DE19851433A1 - Internal combustion engine exhaust gas purifying device has an exhaust gas recycle device with a control flap for returning a part of the purified gas - Google Patents

Abstract

Internal combustion (I.C.) engine exhaust gas purifying device has an exhaust gas recycle device (28) with an exhaust gas adjusting device (43), especially a control flap, for returning a part of the purified gas. The control flap extends from a region (29) behind the exhaust gas purifier outlet (22) and protrudes into the inlet region (21) of the purifier (20).

Description

The invention relates to an exhaust gas purification system according to the preamble of Claim 1.

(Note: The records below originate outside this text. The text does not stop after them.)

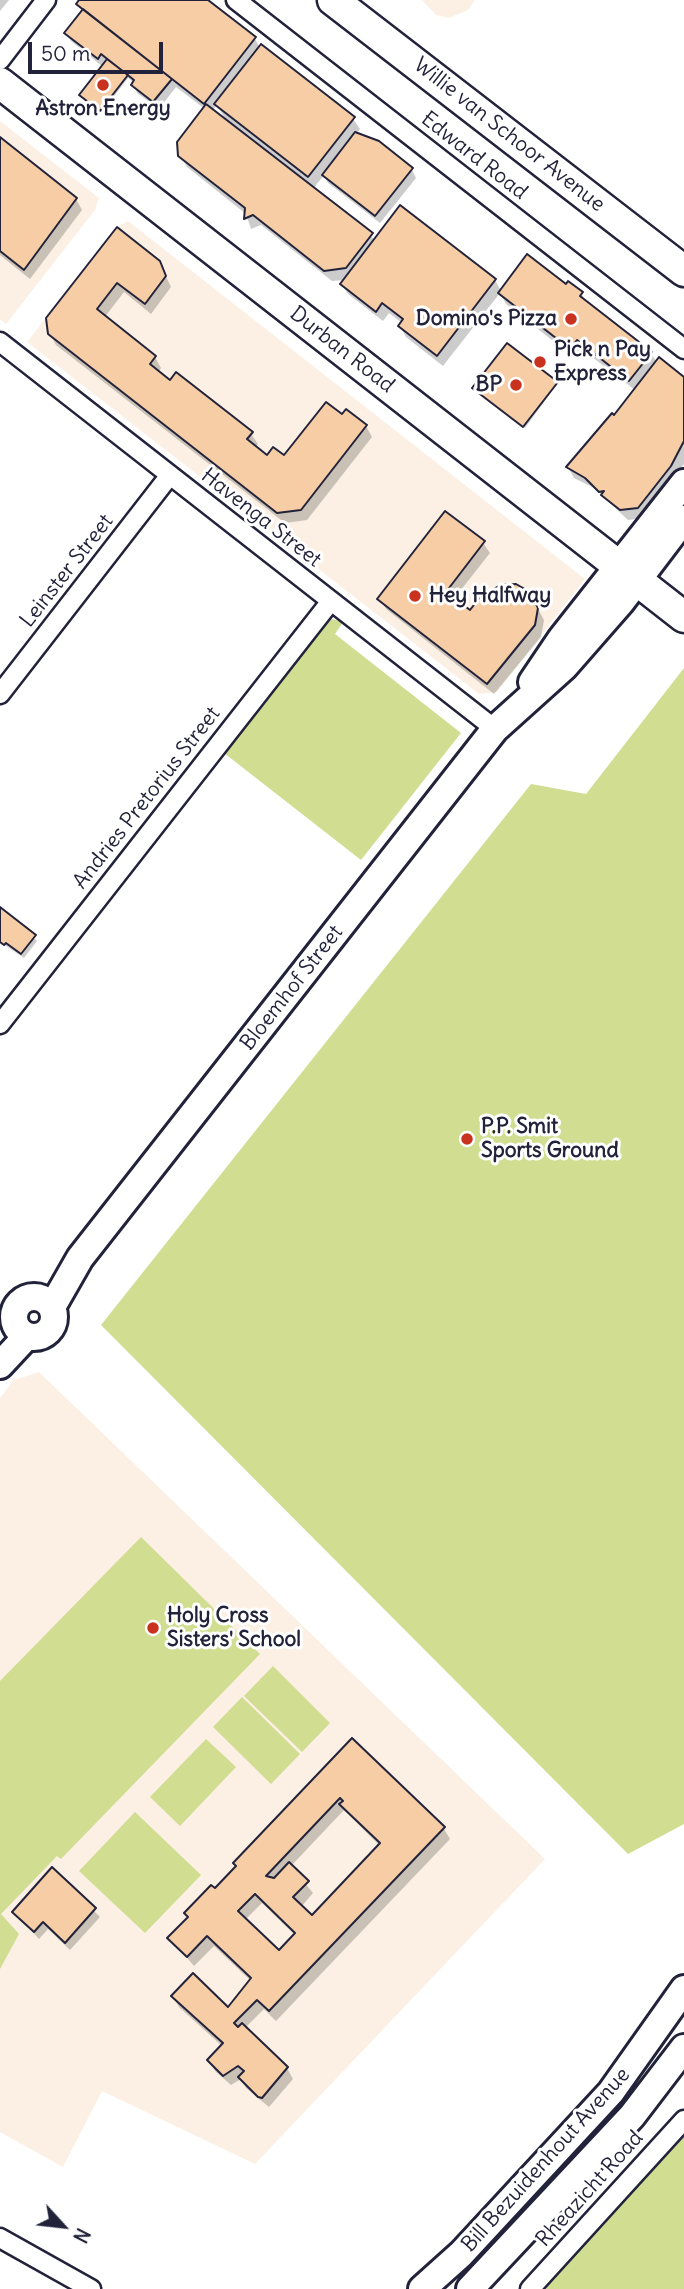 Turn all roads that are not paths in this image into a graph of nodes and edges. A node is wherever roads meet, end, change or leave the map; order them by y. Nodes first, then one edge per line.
1 (46, 0) edge
2 (236, 0) edge
3 (333, 0) edge
4 (0, 60) edge
5 (0, 83) edge
6 (630, 229) junction
7 (684, 252) edge
8 (684, 271) edge
9 (0, 342) edge
10 (684, 349) edge
11 (170, 475) junction
12 (684, 483) edge
13 (684, 519) edge
14 (627, 573) junction
15 (331, 601) junction
16 (684, 617) edge
17 (0, 694) edge
18 (500, 725) junction
19 (0, 1024) edge
20 (21, 1329) junction
21 (0, 1352) edge
22 (0, 1365) edge
23 (684, 1989) edge
24 (684, 2048) edge
25 (684, 2120) edge
26 (0, 2238) edge
27 (91, 2289) edge
28 (422, 2289) edge
29 (470, 2289) edge
30 (530, 2289) edge

1 - 4 street
2 - 10 street, Edward Road
3 - 6 main road, Willie van Schoor Avenue
5 - 14 main road, Durban Road
6 - 7 main road
6 - 8 main road, Willie van Schoor Avenue
9 - 11 street, Havenga Street
11 - 15 street, Havenga Street
11 - 17 street, Leinster Street
12 - 14 street, Bloemhof Street
13 - 14 street, Bloemhof Street
14 - 16 main road, Durban Road
14 - 18 street, Bloemhof Street
15 - 18 street, Havenga Street
15 - 19 street, Andries Pretorius Street
18 - 20 street, Bloemhof Street
20 - 21 street, Bloemhof Street
20 - 22 street, Bloemhof Street
23 - 28 street, Bill Bezuidenhout Avenue
24 - 29 street, Bill Bezuidenhout Avenue
25 - 30 street, Rheazicht Road
26 - 27 street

Since the full function of a catalytic converter for cleaning exhaust gases is only achieved if the engine exhaust is at a certain temperature, known ones work Exhaust gas cleaning systems at the start and during the warm-up phase of the engine unsatisfactory.

A known measure, the "light" of the catalyst after the Cold starting the engine consists in the catalytic converter in the exhaust system if possible to be placed close to the engine. In some cases, attempts have even been made to use catalysts in Integrate exhaust manifold.

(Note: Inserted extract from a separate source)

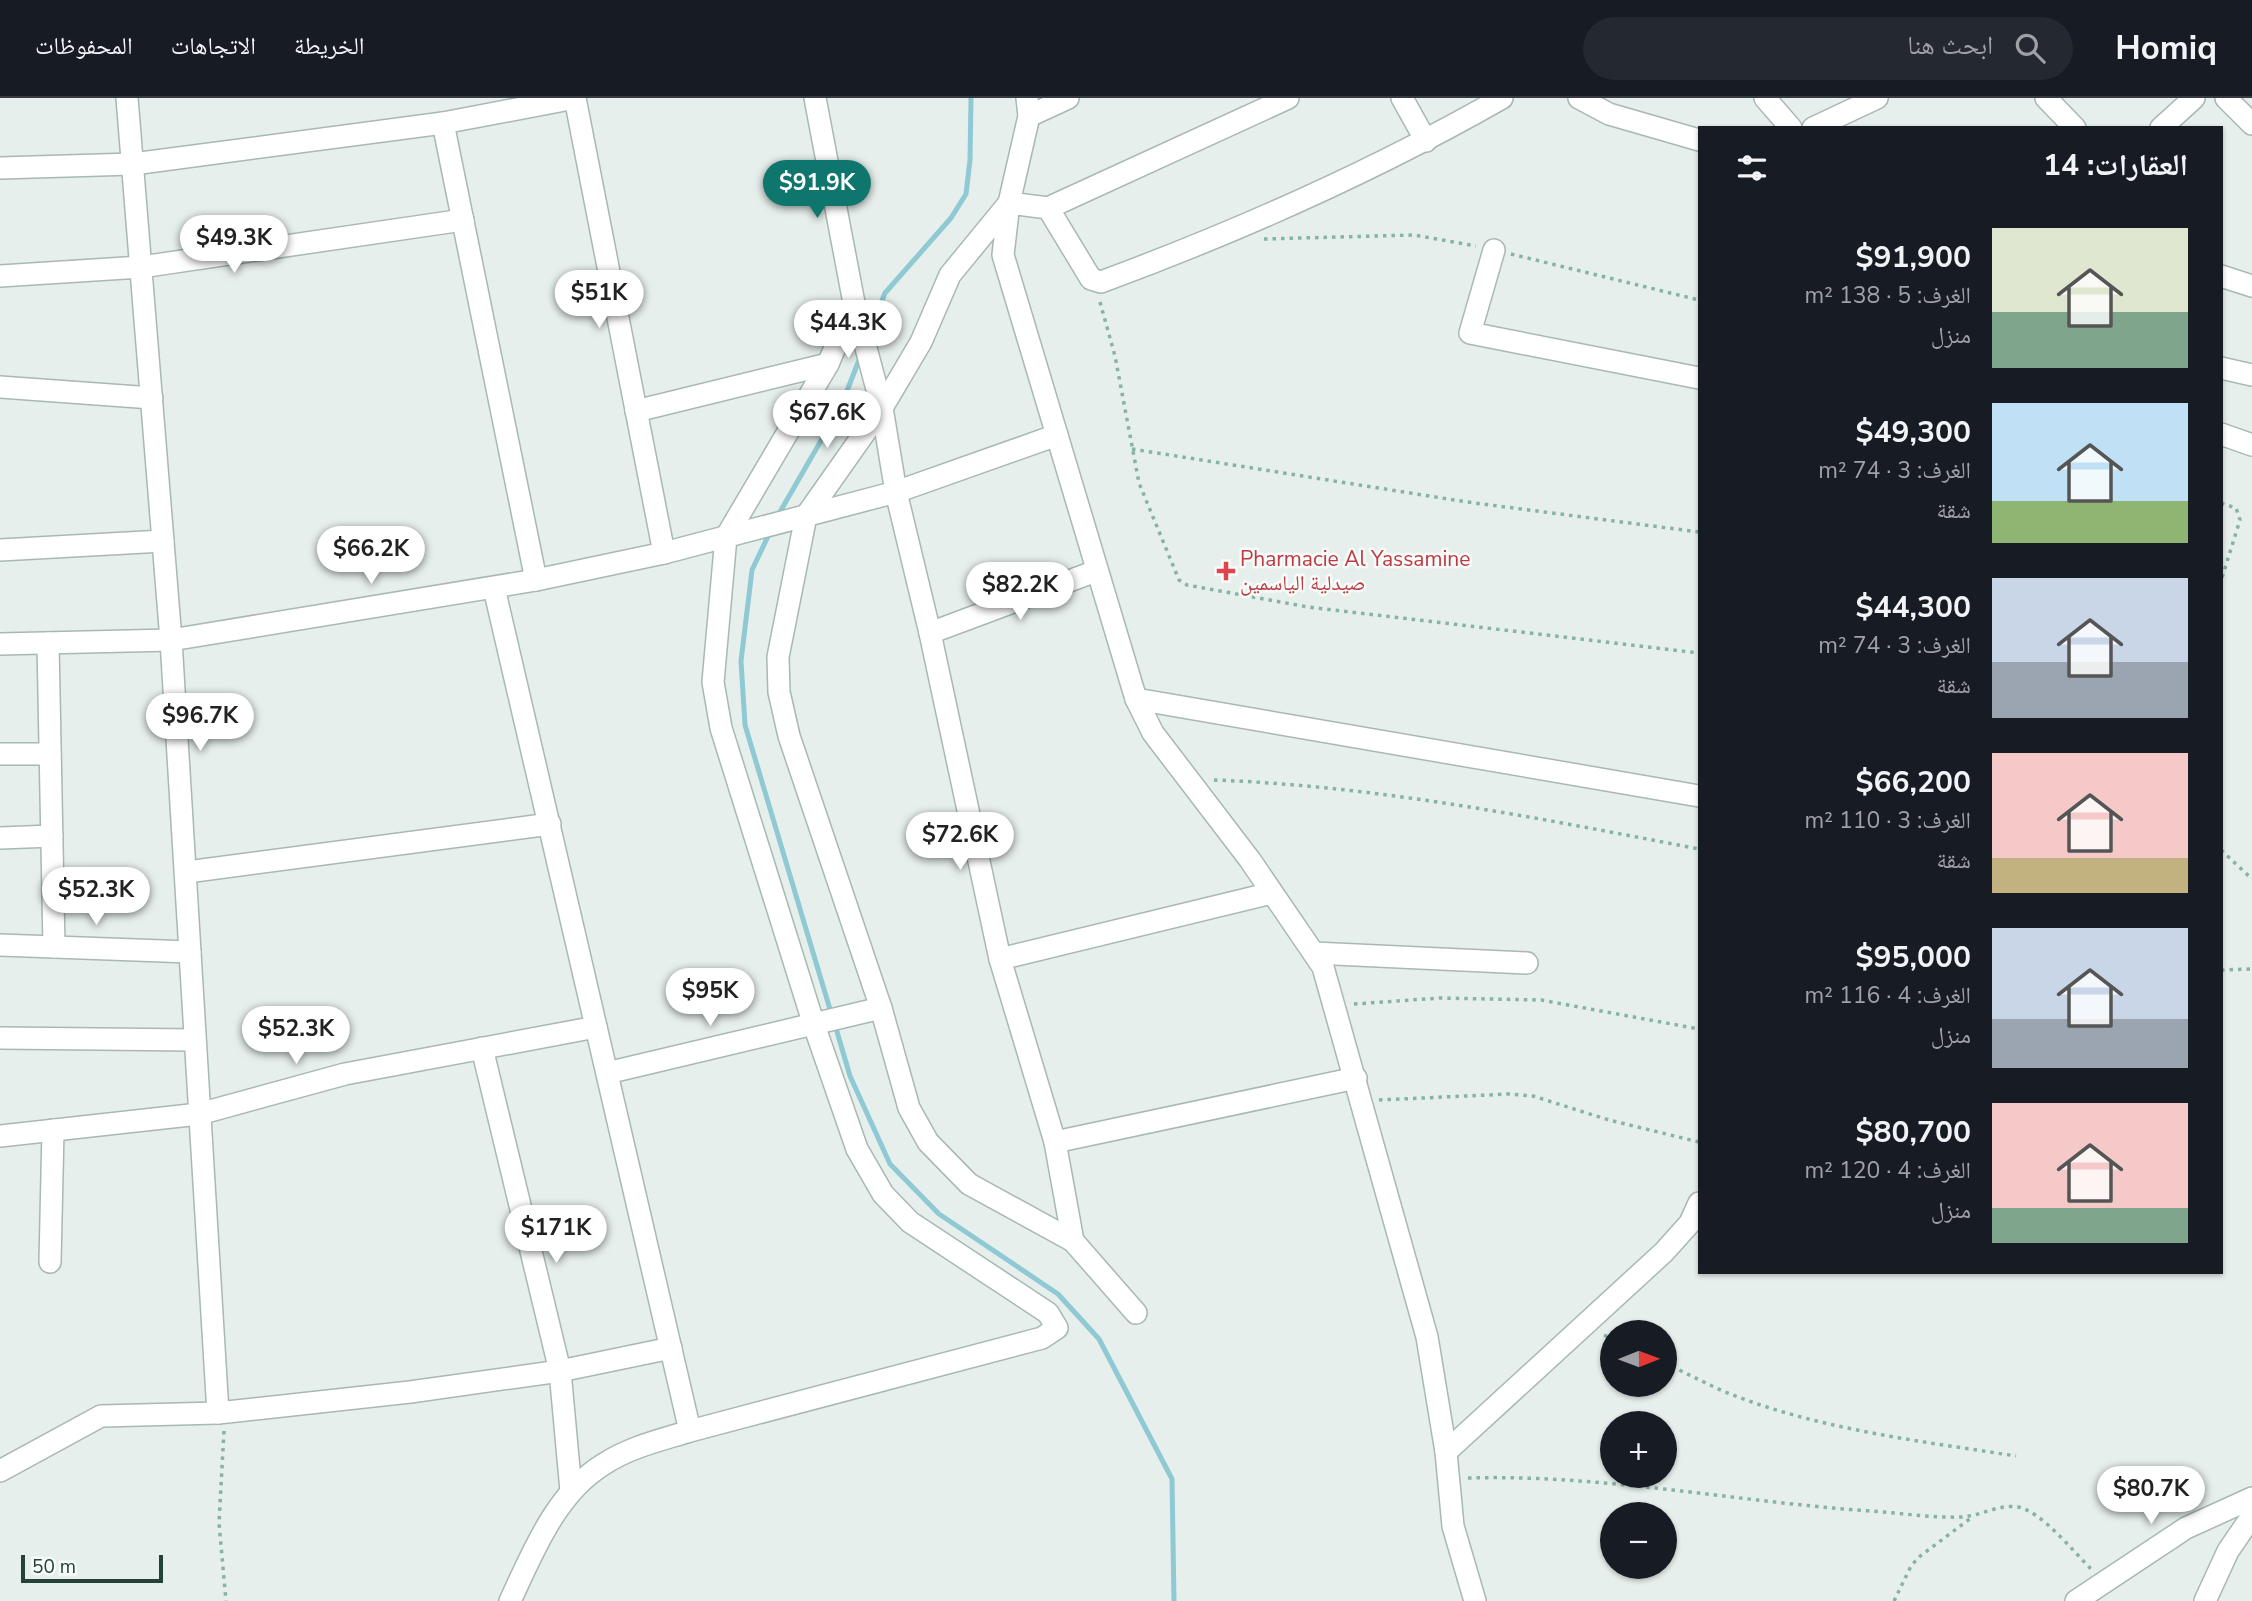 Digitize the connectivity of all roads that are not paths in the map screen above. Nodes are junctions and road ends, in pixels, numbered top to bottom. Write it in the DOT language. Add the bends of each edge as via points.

The advantage of "starting" the catalytic converter as soon as possible, however, becomes apparent bought by the disadvantage that with warm engine or at full load the same there is a risk of overheating the catalyst, as a close to the engine arranged catalyst is acted upon by correspondingly hot exhaust gases.

The object of the invention is to take suitable measures that the catalyst arranged as close as possible to the exhaust gas outlet of the engine for the purpose of rapid "starting" can be without fear of overheating of the catalyst at full load are.

According to the invention, the object in an exhaust gas cleaning system is the beginning designated type solved by the characterizing features of claim 1.  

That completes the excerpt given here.